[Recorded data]
____

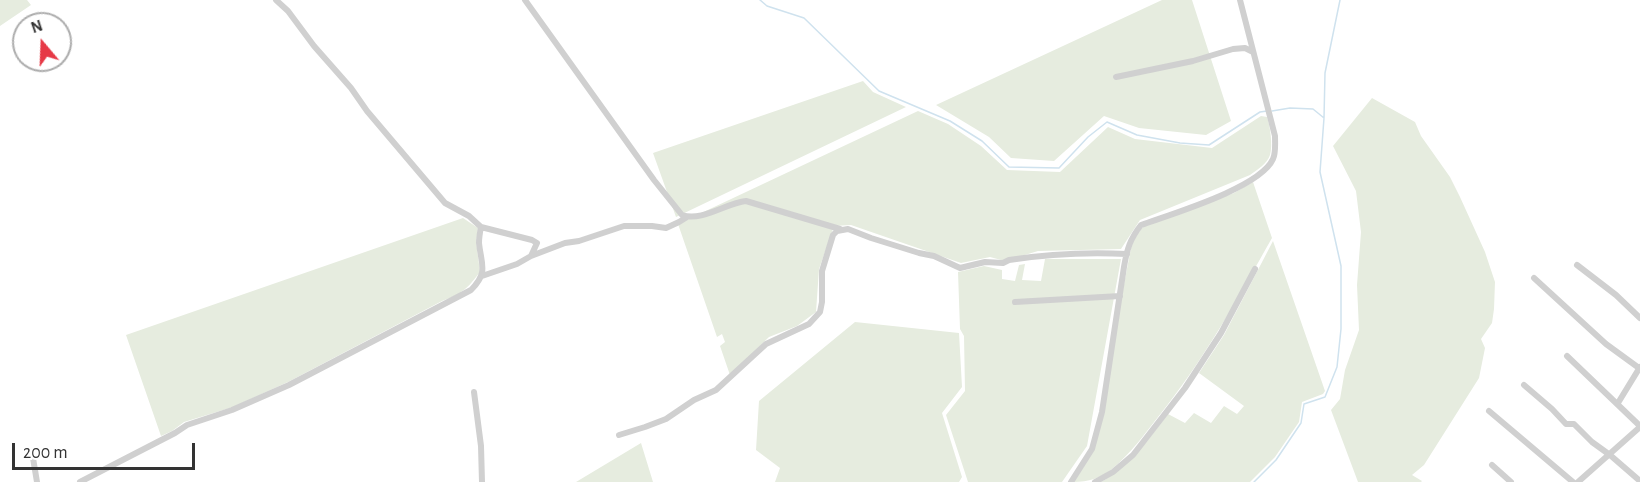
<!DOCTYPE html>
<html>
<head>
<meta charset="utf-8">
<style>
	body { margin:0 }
	#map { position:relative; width:1640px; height:482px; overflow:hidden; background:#fff; font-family:"Alegreya Sans",sans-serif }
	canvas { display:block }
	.north { position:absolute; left:12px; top:12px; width:60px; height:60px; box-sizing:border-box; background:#fff; border:2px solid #adadad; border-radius:50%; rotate:341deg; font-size:16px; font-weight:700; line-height:24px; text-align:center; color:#333 }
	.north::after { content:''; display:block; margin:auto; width:21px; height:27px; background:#e63946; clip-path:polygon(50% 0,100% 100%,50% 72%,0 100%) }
	.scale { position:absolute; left:12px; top:443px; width:183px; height:27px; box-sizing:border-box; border:3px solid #333; border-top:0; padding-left:8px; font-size:18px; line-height:21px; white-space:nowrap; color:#333; -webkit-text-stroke:4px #fff; paint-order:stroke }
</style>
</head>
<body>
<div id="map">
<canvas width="1640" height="482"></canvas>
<div class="north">N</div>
<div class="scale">200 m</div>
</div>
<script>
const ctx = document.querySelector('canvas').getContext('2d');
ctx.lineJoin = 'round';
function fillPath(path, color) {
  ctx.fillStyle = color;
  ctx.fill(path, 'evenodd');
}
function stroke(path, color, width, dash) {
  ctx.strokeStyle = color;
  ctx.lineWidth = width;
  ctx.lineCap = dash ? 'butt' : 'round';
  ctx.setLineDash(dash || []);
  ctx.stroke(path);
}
fillPath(new Path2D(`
	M0 0H27L31 5 0 26Z
	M1162 0H1192L1231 121 1206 135 1139 128 1104 116 1054 161 1011 158 989 137 936 105Z
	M863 81 873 92 906 107 676 217 653 153Z
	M1372 98 1415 122 1421 136 1450 177 1460 197 1485 252 1495 282 1494 309 1492 323 1481 339 1485 348 1479 378 1424 465 1412 475 1422 481 1421 482H1358L1331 410 1340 399 1345 370 1359 330 1357 285 1361 232 1356 191 1333 146Z
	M918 111 948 124 981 146 1007 170 1060 172 1108 127 1135 139 1212 148 1261 116 1267 117C1270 126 1273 145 1270 155 1267 164 1257 170 1250 175L1140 220 1121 249 1038 251 1005 261 990 257 961 263 851 225 834 226 819 269 816 312 797 326 769 337 730 375 720 346 725 342 722 334 717 337 678 224Z
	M1253 182 1272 238C1237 300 1203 361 1158 417 1144 435 1130 454 1112 469 1101 478 1088 482 1074 482L1091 455 1131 248 1135 237 1143 227 1234 193Z
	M463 218 478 228 476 241 480 272C467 289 463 293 442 301L288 382 233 407 184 422 172 431 161 436 126 335Z
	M1273 241 1325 391 1323 394 1302 402 1299 422 1275 457 1250 482H1101C1130 466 1148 440 1168 414L1185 423 1194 413 1211 423 1224 406 1237 414 1244 406 1199 373 1224 335Z
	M1045 259H1121L1087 446 1062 482H968L946 415 965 391 964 336 960 329 958 272 984 266 1002 270V279L1015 281 1019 265 1025 264 1022 280 1041 281Z
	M855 322 959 333 962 387 942 413 962 477 959 482H775L780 468 756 450 759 401Z
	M641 443 653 482H576Z`), '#e6ecdf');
stroke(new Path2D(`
	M760 0 767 6 804 18 879 91 950 121 982 141 1009 167 1059 168 1088 137 1107 122 1137 135 1180 143 1209 145 1260 112 1267 111
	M1272 111 1290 108 1313 109 1324 118
	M1254 482 1276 460 1301 423 1304 404 1325 397 1337 367 1341 329V266L1320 172 1324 118 1325 73 1340 0`), '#cfe2ee', 1.5);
stroke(new Path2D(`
	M276 0 288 11 314 46 351 88 367 111 445 203 469 216 481 227 532 240 537 243 531 256 565 243 579 241 624 226H652L666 228 679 222 687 217
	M525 0 654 180 682 215C702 222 726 203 746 201L840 229
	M1116 77 1193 61 1233 49 1245 48 1253 52
	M1577 265 1616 295 1640 318
	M482 276 517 264 531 256
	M1534 278 1606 344 1639 368
	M1015 302 1120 296
	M1567 356 1640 426
	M1524 385 1552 409 1566 424H1574L1592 442 1610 455 1640 481
	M474 392 481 446 482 482
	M1618 403 1640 367
	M1489 411 1573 482
	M619 435 645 427 666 419 694 400 716 390 766 344 809 324 820 312 822 302V271L833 235 837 231 848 229 871 238 919 253 934 256 960 268 985 262 1003 263 1009 260C1048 254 1087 252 1127 254
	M33 458 37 482
	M1492 465 1511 482
	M80 482 175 433 187 425 232 410 289 385 471 290C489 272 481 264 479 243 479 238 480 232 481 227
	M1071 482 1092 449 1102 412 1124 267C1127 249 1130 239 1141 225 1171 214 1260 188 1273 159 1276 153 1275 144 1275 136L1240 0
	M1095 482 1113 472 1133 455 1185 388 1221 333 1255 269
	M1578 482 1640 427`), '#d0d0d0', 6);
</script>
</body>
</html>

____

YOUR INSTRUCTIONS »
Every line above that carries the string "canvas" should be copied.

ANSWER BOX »
	canvas { display:block }
<canvas width="1640" height="482"></canvas>
const ctx = document.querySelector('canvas').getContext('2d');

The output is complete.